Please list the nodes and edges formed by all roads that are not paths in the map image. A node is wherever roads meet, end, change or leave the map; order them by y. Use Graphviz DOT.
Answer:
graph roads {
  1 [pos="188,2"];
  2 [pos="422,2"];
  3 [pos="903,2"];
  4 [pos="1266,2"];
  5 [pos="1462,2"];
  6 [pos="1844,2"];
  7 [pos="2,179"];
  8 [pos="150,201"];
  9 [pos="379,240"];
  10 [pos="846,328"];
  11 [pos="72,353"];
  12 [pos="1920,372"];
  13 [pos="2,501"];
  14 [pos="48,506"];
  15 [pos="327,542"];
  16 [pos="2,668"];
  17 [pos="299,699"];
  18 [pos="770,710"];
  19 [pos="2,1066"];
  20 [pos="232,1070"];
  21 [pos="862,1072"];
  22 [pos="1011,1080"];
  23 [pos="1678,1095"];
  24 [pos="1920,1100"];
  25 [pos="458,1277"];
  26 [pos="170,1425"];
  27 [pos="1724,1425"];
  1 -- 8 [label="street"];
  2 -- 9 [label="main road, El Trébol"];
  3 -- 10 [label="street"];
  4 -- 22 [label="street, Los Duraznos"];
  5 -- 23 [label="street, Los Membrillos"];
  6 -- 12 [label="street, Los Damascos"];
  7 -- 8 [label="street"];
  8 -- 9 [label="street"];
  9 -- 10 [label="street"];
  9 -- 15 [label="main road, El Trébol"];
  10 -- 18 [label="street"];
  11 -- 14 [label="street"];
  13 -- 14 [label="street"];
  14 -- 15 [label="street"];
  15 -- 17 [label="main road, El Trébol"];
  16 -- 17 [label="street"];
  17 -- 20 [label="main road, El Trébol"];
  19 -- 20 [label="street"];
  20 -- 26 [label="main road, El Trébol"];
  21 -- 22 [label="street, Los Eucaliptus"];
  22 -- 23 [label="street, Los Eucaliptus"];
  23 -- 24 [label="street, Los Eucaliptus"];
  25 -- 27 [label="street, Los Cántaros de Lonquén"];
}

• _Description of the task_
Every entry needs to be written out again, exactly as given.

• _Answer below_
Please list the nodes and edges formed by all roads that are not paths in the map image. A node is wherever roads meet, end, change or leave the map; order them by y. Use Graphviz DOT.
Answer:
graph roads {
  1 [pos="188,2"];
  2 [pos="422,2"];
  3 [pos="903,2"];
  4 [pos="1266,2"];
  5 [pos="1462,2"];
  6 [pos="1844,2"];
  7 [pos="2,179"];
  8 [pos="150,201"];
  9 [pos="379,240"];
  10 [pos="846,328"];
  11 [pos="72,353"];
  12 [pos="1920,372"];
  13 [pos="2,501"];
  14 [pos="48,506"];
  15 [pos="327,542"];
  16 [pos="2,668"];
  17 [pos="299,699"];
  18 [pos="770,710"];
  19 [pos="2,1066"];
  20 [pos="232,1070"];
  21 [pos="862,1072"];
  22 [pos="1011,1080"];
  23 [pos="1678,1095"];
  24 [pos="1920,1100"];
  25 [pos="458,1277"];
  26 [pos="170,1425"];
  27 [pos="1724,1425"];
  1 -- 8 [label="street"];
  2 -- 9 [label="main road, El Trébol"];
  3 -- 10 [label="street"];
  4 -- 22 [label="street, Los Duraznos"];
  5 -- 23 [label="street, Los Membrillos"];
  6 -- 12 [label="street, Los Damascos"];
  7 -- 8 [label="street"];
  8 -- 9 [label="street"];
  9 -- 10 [label="street"];
  9 -- 15 [label="main road, El Trébol"];
  10 -- 18 [label="street"];
  11 -- 14 [label="street"];
  13 -- 14 [label="street"];
  14 -- 15 [label="street"];
  15 -- 17 [label="main road, El Trébol"];
  16 -- 17 [label="street"];
  17 -- 20 [label="main road, El Trébol"];
  19 -- 20 [label="street"];
  20 -- 26 [label="main road, El Trébol"];
  21 -- 22 [label="street, Los Eucaliptus"];
  22 -- 23 [label="street, Los Eucaliptus"];
  23 -- 24 [label="street, Los Eucaliptus"];
  25 -- 27 [label="street, Los Cántaros de Lonquén"];
}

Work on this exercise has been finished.